A new Northwestern University study shows the power of language in infants’ ability to understand the intentions of others.

As the babies watched intently, an experimenter produced an unusual behavior—she used her forehead to turn on a light. But how did babies interpret this behavior? Did they see it as an intentional act, as something worthy of imitating? Or did they see it as a fluke? To answer this question, the experimenter gave 14-month-old infants an opportunity to play with the light themselves.

The results, based on two experiments, show that introducing a novel word for the impending novel event had a powerful effect on the infants’ tendency to imitate the behavior. Infants were more likely to imitate behavior, however unconventional, if it had been named, than if it remained unnamed, the study shows.

When the experimenter announced her unusual behavior (“I’m going to blick the light”), infants imitated her. But when she did not provide a name, they did not follow suit.

This revealed that infants as young as 14 months of age coordinate their insights about human behavior and their intuitions about human language in the service of discovering which behaviors, observed in others, are ones to imitate.

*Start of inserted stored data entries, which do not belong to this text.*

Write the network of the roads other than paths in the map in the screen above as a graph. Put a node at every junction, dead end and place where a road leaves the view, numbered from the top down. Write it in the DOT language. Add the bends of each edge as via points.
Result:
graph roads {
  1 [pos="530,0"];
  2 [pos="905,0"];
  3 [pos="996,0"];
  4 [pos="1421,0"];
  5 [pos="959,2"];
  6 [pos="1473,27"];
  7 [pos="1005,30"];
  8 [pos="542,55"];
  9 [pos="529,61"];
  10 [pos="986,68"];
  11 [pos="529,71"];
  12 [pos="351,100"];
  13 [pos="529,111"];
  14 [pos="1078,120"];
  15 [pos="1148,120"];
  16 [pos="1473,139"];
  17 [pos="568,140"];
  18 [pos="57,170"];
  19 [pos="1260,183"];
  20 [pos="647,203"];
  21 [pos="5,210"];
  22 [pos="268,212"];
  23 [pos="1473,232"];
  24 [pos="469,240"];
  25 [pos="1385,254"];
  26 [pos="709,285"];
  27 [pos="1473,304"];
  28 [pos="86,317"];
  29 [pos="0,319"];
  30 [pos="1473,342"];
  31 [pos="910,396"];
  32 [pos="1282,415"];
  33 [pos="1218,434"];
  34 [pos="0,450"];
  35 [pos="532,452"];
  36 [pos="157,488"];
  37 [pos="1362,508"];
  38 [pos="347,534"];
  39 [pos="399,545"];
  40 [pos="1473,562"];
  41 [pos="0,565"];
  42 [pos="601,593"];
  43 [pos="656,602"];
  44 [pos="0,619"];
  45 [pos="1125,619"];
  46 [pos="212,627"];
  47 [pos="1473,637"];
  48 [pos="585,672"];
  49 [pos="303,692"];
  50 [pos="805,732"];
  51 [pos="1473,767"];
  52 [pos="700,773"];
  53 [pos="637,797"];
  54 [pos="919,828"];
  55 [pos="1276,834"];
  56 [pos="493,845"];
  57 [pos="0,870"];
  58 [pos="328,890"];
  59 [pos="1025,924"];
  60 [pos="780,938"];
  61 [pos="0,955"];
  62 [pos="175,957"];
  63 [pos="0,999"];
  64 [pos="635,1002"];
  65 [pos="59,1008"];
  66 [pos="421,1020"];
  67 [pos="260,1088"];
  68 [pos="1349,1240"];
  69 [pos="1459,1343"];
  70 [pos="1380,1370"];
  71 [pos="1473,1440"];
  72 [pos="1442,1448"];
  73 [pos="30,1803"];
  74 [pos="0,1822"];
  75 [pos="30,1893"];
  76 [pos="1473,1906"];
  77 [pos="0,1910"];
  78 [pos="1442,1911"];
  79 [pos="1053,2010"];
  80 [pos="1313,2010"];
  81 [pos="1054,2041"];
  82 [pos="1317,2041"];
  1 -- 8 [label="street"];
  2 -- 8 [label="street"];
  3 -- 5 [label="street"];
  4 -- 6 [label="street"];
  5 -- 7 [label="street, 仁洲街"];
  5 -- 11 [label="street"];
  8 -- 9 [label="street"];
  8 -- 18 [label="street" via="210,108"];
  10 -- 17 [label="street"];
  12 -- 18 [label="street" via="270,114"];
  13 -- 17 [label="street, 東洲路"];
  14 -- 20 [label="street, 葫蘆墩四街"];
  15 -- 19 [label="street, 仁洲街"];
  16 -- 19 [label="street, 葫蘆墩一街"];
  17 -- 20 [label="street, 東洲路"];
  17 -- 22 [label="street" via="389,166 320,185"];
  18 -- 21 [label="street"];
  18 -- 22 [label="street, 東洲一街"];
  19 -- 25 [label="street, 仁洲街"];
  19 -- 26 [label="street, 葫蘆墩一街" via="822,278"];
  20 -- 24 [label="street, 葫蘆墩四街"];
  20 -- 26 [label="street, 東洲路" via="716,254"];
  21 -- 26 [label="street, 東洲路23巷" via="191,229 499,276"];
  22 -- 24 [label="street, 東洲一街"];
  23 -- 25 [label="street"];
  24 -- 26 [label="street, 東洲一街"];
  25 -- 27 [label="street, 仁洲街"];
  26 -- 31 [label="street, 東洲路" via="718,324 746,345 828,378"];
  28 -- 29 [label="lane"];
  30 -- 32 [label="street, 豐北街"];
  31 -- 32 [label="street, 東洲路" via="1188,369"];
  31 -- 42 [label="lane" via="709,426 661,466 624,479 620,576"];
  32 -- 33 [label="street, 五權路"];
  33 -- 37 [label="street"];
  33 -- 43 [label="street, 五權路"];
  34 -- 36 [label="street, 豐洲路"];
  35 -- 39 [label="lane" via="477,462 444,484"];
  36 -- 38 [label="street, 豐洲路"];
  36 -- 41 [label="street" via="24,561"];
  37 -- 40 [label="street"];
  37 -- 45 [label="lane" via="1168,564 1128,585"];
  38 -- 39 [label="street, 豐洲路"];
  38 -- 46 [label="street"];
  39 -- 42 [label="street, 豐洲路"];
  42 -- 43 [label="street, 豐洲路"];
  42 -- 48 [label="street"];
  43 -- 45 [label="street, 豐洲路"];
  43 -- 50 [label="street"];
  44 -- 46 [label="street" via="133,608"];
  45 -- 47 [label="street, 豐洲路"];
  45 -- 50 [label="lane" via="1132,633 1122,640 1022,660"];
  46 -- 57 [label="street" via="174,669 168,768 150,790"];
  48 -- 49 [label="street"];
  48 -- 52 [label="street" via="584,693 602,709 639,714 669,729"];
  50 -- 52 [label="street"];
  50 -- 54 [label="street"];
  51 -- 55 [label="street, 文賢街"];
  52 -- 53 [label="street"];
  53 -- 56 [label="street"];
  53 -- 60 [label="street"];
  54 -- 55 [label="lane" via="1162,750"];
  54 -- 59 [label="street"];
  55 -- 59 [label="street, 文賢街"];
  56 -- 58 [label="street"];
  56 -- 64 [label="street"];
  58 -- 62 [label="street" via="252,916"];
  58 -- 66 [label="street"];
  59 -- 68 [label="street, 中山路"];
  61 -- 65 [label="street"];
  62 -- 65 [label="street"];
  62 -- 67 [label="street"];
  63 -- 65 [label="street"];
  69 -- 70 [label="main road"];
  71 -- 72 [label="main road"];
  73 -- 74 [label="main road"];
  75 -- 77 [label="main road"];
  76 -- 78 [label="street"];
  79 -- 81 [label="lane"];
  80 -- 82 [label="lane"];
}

"This work shows, for the first time, that even for infants who have only just begun to ‘crack the language code,’ language promotes culturally-shared knowledge and actions – naturally, generatively and apparently effortlessly," said Sandra R. Waxman, co-author of the study and the Louis W. Menk Professor of Psychology at Northwestern.

"This is the first demonstration of how infants’ keen observational skills, when augmented by human language, heighten their acuity for ‘reading’ the underlying intentions of their ‘tutors’ (adults) and foster infants’ imitation of adults’ actions."

Waxman said absent language and its power in conveying meaning, infants don’t imitate these “strange” actions.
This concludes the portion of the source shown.